DiffUTE: Universal Text Editing Diffusion Model

Haoxing Chen; Zhuoer Xu; Zhangxuan Gu; jun lan; 行 郑; Yaohui Li; Changhua Meng; Huijia Zhu; Weiqiang Wang

2023 NIPS NeurIPS 2023

DiffUTE: Universal Text Editing Diffusion Model

Abstract

Diffusion model based language-guided image editing has achieved great success recently. However, existing state-of-the-art diffusion models struggle with rendering correct text and text style during generation. To tackle this problem, we propose a universal self-supervised text editing diffusion model (DiffUTE), which aims to replace or modify words in the source image with another one while maintaining its realistic appearance.
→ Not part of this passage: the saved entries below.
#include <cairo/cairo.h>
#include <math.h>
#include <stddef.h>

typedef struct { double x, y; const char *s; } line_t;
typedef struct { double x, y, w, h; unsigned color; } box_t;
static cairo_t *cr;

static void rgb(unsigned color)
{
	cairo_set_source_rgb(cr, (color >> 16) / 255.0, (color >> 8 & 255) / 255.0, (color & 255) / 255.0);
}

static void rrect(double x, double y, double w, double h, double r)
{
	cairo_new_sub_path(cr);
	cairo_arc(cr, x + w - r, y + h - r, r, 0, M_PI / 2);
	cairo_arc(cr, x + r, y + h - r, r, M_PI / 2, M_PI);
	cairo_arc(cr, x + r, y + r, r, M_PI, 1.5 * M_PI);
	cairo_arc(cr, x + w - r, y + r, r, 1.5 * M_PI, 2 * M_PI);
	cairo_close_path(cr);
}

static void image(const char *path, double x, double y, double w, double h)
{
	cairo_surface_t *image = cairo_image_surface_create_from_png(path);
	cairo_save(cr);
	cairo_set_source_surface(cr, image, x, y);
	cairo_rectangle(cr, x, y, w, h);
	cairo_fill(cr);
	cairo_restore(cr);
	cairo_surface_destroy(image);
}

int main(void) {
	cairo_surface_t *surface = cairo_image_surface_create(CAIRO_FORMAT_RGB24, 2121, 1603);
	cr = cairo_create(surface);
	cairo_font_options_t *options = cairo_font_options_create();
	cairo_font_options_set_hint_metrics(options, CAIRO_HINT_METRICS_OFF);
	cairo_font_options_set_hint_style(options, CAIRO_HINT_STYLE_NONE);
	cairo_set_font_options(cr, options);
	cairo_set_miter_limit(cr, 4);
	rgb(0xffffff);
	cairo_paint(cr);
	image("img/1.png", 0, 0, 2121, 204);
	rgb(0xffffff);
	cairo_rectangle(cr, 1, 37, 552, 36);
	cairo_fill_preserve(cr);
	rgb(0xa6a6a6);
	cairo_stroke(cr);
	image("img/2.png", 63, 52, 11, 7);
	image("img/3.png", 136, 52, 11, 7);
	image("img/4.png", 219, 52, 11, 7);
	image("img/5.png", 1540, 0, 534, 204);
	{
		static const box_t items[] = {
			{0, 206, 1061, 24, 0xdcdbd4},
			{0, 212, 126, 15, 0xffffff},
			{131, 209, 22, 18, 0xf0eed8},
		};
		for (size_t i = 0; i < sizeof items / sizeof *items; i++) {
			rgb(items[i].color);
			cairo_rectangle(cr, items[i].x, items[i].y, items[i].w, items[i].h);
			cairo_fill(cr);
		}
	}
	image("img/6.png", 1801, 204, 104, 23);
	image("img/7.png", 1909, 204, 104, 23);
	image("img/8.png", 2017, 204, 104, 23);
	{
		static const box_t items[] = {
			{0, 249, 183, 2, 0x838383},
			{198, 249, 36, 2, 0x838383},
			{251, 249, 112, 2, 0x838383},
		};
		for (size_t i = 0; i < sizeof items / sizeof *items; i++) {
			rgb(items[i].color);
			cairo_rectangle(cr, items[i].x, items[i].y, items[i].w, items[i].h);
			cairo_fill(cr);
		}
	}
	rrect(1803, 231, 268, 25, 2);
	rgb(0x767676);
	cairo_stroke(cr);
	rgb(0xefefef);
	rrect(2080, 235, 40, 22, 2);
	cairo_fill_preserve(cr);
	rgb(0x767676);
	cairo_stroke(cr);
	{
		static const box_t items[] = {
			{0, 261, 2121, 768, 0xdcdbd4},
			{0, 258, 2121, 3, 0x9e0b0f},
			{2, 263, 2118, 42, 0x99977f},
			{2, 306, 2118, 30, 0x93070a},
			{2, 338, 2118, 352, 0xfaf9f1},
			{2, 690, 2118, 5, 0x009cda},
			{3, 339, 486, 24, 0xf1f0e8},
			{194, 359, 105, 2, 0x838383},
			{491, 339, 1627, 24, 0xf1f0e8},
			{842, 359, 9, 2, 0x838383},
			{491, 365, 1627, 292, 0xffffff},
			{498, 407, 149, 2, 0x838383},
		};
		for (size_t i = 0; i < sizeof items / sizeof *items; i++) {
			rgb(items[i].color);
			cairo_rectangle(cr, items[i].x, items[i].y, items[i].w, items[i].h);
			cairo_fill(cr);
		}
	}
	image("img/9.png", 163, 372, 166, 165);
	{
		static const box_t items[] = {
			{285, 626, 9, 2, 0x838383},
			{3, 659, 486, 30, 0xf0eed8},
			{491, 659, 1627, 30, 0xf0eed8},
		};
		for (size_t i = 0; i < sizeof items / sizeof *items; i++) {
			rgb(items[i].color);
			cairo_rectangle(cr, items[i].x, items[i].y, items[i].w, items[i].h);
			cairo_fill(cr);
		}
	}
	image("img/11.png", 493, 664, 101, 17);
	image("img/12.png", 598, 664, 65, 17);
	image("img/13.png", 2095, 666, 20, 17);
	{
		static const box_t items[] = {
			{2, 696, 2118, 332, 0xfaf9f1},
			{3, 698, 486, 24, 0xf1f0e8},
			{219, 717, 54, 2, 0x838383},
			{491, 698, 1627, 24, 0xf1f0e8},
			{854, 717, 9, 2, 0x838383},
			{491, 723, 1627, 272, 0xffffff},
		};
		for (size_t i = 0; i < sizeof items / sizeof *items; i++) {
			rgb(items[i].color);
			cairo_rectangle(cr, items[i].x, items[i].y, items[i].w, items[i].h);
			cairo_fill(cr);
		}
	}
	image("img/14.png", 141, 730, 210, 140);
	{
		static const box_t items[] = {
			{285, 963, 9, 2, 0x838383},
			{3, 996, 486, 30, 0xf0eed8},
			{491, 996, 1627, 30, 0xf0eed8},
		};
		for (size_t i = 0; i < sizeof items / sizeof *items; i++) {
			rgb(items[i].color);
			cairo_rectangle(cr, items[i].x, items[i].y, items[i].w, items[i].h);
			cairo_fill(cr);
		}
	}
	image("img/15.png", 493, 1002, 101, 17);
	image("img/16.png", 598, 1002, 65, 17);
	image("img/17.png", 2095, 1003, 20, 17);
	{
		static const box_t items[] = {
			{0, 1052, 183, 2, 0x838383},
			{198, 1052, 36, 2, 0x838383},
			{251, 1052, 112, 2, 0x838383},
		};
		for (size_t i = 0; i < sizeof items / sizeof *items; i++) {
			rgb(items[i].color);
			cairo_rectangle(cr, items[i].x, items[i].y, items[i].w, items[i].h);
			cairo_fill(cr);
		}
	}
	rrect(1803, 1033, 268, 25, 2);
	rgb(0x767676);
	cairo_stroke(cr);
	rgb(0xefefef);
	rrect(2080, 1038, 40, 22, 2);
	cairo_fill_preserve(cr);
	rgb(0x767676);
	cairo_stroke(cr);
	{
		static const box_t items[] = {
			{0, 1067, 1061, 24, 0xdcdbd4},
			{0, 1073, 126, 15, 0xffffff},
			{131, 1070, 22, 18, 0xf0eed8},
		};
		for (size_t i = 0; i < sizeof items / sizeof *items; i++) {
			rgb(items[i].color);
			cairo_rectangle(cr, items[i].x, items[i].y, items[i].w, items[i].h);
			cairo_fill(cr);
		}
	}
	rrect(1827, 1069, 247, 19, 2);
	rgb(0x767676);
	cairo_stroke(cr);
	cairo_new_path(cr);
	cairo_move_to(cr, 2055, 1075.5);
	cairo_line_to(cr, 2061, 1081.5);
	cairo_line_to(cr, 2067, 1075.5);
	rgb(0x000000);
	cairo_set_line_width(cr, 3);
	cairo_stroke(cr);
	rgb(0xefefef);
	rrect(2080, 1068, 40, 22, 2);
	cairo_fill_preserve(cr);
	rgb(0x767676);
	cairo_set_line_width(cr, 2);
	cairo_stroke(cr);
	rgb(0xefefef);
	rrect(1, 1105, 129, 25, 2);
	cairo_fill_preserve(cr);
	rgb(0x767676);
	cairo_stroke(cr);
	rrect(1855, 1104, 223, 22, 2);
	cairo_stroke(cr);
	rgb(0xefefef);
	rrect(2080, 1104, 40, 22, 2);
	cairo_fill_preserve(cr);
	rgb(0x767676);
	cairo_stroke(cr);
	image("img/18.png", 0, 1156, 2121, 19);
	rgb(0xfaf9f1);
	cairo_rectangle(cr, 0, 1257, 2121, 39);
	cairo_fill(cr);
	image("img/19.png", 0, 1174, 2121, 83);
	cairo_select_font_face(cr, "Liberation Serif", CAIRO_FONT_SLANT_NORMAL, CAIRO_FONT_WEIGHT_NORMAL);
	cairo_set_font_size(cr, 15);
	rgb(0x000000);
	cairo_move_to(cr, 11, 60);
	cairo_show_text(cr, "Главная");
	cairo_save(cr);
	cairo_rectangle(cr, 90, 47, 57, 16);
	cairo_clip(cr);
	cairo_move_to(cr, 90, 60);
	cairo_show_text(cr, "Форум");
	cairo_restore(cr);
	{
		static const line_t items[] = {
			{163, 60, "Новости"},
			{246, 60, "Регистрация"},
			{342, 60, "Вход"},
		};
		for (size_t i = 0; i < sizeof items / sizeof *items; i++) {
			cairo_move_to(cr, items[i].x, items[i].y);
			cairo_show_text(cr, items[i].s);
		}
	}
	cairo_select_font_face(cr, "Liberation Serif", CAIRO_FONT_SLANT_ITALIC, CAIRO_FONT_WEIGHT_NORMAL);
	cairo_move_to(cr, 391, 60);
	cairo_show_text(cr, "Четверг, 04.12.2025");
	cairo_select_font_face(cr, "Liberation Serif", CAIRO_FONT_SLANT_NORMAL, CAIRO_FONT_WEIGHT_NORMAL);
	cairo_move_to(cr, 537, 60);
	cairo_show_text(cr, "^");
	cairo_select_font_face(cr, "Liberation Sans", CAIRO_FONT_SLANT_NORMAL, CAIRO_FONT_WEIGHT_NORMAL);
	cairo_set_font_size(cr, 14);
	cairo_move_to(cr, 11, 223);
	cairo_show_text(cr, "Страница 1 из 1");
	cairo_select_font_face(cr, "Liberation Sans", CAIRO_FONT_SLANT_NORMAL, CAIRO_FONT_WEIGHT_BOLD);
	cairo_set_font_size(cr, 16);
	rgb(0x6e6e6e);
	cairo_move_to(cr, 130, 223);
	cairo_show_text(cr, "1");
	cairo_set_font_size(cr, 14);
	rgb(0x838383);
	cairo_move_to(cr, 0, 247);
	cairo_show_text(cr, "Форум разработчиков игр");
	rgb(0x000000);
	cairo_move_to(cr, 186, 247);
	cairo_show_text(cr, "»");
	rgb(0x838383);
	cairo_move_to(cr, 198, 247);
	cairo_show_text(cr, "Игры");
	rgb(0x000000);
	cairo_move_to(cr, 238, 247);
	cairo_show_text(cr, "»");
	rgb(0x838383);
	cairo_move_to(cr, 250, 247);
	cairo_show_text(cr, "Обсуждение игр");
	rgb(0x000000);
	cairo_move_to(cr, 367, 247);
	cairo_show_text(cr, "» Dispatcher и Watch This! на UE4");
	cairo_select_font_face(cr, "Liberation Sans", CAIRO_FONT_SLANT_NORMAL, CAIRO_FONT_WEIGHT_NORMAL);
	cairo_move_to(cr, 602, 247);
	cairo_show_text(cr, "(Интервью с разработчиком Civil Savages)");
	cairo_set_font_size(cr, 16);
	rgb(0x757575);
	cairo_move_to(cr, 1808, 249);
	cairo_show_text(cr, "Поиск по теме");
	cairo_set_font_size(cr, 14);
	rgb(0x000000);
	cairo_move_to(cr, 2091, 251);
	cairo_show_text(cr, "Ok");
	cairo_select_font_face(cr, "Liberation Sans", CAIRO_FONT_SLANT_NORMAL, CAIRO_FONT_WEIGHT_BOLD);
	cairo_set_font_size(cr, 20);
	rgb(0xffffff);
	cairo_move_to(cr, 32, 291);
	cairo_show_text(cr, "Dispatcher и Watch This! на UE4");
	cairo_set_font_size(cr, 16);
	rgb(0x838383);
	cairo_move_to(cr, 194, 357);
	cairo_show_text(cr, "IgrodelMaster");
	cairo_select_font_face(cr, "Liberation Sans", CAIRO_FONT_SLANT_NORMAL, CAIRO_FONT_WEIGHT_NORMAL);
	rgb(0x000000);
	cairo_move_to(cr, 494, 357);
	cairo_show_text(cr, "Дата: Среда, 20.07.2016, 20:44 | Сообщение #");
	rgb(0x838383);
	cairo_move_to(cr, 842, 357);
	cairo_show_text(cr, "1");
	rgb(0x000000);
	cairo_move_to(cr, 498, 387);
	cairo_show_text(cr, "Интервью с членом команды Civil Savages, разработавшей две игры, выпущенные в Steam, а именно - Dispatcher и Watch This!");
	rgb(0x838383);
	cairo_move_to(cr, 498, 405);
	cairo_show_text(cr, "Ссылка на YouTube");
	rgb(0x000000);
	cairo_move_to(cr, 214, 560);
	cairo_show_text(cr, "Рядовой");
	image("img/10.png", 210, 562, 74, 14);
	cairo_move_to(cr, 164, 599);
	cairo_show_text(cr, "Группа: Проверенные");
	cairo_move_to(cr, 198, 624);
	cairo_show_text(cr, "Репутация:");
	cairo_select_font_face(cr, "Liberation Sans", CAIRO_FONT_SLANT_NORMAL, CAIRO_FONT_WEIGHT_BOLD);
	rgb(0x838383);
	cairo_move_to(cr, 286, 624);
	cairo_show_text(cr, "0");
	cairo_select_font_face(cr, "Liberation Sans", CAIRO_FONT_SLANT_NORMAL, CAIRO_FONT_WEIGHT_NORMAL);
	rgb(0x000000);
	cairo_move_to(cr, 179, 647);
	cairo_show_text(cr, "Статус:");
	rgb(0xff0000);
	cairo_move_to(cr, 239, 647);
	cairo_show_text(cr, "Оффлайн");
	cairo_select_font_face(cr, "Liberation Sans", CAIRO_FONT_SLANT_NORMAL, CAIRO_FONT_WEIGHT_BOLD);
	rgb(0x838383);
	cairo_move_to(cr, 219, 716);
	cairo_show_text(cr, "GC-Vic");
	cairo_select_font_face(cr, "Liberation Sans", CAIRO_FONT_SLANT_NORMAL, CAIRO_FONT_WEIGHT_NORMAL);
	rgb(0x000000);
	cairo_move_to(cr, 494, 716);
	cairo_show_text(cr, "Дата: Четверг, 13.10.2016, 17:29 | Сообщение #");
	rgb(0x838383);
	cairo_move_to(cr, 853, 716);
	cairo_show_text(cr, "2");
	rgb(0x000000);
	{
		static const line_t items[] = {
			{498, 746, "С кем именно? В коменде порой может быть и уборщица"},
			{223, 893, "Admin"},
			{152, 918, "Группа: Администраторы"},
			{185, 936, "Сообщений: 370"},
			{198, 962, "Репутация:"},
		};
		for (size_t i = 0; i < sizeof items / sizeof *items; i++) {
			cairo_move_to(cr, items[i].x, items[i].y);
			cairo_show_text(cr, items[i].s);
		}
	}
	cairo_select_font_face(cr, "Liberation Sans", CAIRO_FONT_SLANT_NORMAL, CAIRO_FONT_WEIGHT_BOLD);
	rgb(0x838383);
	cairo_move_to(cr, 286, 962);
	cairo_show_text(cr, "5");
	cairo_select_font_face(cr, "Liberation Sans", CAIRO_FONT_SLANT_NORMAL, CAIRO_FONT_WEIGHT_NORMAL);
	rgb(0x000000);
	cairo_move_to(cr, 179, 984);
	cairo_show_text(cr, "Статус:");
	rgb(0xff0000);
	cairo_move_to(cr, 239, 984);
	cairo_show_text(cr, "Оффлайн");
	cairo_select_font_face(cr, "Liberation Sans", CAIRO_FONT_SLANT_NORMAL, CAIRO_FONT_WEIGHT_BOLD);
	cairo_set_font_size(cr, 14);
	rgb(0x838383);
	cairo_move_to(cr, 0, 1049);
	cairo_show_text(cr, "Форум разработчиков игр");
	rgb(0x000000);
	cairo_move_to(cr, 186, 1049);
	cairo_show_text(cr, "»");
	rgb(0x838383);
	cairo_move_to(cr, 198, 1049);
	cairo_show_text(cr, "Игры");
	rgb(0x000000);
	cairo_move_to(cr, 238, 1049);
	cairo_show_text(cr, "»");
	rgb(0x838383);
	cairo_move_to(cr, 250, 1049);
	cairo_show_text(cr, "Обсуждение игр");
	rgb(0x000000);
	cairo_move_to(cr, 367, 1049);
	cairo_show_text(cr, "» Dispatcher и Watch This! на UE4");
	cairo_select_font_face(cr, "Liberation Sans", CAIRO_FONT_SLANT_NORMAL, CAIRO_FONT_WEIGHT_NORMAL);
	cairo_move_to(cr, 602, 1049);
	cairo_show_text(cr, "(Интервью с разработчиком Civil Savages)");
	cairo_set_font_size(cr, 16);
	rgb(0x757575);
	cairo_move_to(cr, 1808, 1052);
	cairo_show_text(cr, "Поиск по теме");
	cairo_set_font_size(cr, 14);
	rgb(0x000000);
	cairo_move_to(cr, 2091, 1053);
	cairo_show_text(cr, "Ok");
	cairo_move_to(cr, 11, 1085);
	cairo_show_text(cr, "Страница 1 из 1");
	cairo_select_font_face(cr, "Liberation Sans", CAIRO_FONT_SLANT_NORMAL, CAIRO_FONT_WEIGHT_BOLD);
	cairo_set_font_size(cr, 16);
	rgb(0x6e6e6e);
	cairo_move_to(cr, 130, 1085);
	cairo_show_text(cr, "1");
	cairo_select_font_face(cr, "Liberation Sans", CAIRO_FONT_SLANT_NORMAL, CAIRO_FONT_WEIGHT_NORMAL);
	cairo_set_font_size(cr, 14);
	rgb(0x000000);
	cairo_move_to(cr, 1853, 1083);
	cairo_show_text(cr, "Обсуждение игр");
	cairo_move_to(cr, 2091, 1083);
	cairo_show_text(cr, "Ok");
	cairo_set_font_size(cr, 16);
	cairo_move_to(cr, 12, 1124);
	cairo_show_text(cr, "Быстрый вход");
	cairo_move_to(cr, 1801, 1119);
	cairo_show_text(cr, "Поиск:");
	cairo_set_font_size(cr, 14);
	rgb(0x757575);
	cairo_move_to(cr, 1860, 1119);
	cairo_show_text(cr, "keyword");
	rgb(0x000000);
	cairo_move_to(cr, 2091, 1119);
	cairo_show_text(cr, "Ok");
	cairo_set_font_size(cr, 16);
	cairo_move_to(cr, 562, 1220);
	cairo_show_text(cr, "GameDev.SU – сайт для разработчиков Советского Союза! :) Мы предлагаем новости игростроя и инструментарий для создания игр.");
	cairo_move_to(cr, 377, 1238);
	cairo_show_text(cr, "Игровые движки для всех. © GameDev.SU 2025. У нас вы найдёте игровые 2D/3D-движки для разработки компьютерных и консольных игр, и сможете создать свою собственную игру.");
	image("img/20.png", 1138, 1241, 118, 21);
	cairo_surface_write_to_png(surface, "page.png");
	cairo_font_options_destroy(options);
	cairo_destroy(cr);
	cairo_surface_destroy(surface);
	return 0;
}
Specifically, we build our model on a diffusion model and carefully modify the network structure to enable the model for drawing multilingual characters with the help of glyph and position information. Moreover, we design a self-supervised learning framework to leverage large amounts of web data to improve the representation ability of the model. Experimental results show that our method achieves an impressive performance and enables controllable editing on in-the-wild images with high fidelity. Our code will be avaliable in \url{https://github.com/chenhaoxing/DiffUTE}.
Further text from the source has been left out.